Continuing with a spate of recent public statements about the DOJ’s current enforcement outlook, Assistant Attorney General Leslie R. Caldwell focused on DOJ’s expectations for companies hoping to receive cooperation credit from the Department in remarks to the New York City Bar at the White Collar Crime Institute.

Caldwell cited the example of BNP Paribas, which was recently subject to an economics sanctions investigation that cost them $9 billion and resulted in five years’ probation and a corporate compliance monitor, as an example of what not to do if an entity is hoping for cooperation credit from the DOJ. Specifically, Caldwell pointed to BNP Paribas’ reliance on “some over-broad assertions of data privacy laws” that hindered the DOJ’s investigation because “[t]hat intransigence prevented us from prosecuting individuals and satellite banks because we were unable to get our hands on documents that would have proven the case.” Caldwell specifically warned attorneys to consider the particular law that they are relying on when claiming data privacy protections.
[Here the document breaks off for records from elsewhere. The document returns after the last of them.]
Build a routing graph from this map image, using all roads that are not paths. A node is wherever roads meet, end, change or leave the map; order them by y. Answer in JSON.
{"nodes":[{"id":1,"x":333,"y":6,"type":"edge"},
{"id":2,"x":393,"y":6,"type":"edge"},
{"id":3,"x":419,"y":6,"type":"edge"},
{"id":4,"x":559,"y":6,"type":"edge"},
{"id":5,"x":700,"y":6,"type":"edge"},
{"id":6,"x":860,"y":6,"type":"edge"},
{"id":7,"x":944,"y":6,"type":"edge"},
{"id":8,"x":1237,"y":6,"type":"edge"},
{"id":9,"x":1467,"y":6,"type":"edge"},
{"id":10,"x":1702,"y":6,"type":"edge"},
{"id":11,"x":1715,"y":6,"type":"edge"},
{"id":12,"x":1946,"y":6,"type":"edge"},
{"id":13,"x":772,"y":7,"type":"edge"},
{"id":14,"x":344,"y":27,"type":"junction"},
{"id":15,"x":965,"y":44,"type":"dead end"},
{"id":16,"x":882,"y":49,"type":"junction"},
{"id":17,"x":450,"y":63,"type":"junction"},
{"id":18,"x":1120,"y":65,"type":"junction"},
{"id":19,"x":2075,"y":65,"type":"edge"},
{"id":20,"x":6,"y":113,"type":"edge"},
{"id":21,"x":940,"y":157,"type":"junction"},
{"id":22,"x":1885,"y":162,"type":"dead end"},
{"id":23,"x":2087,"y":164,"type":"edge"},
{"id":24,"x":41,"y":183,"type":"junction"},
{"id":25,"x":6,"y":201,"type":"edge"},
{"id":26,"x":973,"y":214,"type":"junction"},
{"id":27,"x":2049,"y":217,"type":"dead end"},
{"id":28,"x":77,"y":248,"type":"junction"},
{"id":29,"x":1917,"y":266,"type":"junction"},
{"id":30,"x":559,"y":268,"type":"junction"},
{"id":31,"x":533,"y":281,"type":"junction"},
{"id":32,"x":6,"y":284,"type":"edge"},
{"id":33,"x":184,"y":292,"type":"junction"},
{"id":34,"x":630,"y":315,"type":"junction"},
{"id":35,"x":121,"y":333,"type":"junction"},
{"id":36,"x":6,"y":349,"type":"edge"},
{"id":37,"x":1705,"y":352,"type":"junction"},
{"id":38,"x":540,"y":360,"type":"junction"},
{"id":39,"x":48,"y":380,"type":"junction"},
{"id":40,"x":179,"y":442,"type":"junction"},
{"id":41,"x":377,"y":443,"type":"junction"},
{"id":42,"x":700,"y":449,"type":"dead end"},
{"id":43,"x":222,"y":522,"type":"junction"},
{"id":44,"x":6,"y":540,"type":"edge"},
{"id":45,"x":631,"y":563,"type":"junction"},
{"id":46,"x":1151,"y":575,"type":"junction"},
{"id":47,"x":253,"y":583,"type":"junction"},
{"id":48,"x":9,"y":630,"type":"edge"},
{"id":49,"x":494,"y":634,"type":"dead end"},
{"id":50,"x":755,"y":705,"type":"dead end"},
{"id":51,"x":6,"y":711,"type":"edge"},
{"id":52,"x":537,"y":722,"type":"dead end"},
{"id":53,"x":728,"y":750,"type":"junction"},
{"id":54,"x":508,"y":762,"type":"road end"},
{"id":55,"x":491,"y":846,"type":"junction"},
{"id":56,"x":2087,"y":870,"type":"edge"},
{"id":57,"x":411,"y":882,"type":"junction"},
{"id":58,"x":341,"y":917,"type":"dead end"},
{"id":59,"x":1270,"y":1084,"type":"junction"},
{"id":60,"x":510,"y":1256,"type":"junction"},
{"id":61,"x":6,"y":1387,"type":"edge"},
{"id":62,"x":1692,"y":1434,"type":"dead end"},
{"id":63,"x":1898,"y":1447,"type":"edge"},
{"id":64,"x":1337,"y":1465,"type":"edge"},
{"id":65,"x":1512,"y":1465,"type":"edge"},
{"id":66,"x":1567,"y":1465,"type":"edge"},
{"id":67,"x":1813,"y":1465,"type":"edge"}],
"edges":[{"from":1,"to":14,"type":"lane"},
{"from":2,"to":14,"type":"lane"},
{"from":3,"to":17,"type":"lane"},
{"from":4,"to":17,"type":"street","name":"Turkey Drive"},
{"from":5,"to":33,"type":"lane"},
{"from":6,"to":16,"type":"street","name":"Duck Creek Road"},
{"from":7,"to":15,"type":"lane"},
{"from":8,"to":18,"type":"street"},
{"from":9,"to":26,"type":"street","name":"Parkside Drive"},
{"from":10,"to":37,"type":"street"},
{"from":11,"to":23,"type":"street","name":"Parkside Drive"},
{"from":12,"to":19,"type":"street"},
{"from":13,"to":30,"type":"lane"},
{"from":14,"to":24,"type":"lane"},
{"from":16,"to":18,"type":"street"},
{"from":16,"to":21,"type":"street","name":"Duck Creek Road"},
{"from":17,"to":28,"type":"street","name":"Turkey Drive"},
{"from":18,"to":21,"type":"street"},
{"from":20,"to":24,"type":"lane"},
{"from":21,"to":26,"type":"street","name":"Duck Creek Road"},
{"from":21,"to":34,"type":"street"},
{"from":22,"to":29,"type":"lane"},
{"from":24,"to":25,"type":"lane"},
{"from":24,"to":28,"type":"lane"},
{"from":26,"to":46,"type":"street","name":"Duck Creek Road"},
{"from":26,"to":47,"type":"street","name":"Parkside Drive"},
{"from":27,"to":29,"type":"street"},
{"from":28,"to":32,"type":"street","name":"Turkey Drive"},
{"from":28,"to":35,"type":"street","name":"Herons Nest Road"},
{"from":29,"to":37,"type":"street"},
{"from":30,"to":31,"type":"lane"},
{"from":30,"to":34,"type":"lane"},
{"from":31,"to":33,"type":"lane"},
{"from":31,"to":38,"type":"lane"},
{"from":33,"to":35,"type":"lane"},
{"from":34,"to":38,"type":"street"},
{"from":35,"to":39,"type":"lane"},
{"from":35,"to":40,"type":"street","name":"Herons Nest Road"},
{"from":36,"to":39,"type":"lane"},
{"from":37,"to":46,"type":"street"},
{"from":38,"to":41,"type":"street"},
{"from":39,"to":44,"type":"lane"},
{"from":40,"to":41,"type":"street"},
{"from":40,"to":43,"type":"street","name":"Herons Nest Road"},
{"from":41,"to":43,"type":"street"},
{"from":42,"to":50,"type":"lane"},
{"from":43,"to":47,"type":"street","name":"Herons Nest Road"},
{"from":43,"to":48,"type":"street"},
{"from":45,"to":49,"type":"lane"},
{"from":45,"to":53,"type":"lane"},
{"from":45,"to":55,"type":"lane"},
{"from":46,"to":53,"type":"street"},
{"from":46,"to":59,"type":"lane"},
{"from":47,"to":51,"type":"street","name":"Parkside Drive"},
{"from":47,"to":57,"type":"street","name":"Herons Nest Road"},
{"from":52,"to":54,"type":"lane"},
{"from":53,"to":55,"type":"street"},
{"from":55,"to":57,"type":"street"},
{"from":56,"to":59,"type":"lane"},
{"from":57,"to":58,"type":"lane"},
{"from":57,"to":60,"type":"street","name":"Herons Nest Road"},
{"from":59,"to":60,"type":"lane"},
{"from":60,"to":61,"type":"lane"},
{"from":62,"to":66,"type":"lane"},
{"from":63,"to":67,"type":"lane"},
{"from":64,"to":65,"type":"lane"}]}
Caldwell indicated that the DOJ may draw a distinction between an argument citing data privacy concerns in a country like France or the U.K. that does have robust data privacy protections and a country like the Czech Republic, which has laws that are rarely, if ever, enforced.

If a Company is seeking cooperation credit from the DOJ, it should carefully consider invoking foreign data privacy laws by balancing the risk of prosecution under those laws in the relevant country with the risk of losing DOJ cooperation credit and facing enhanced civil or criminal penalties in the United States.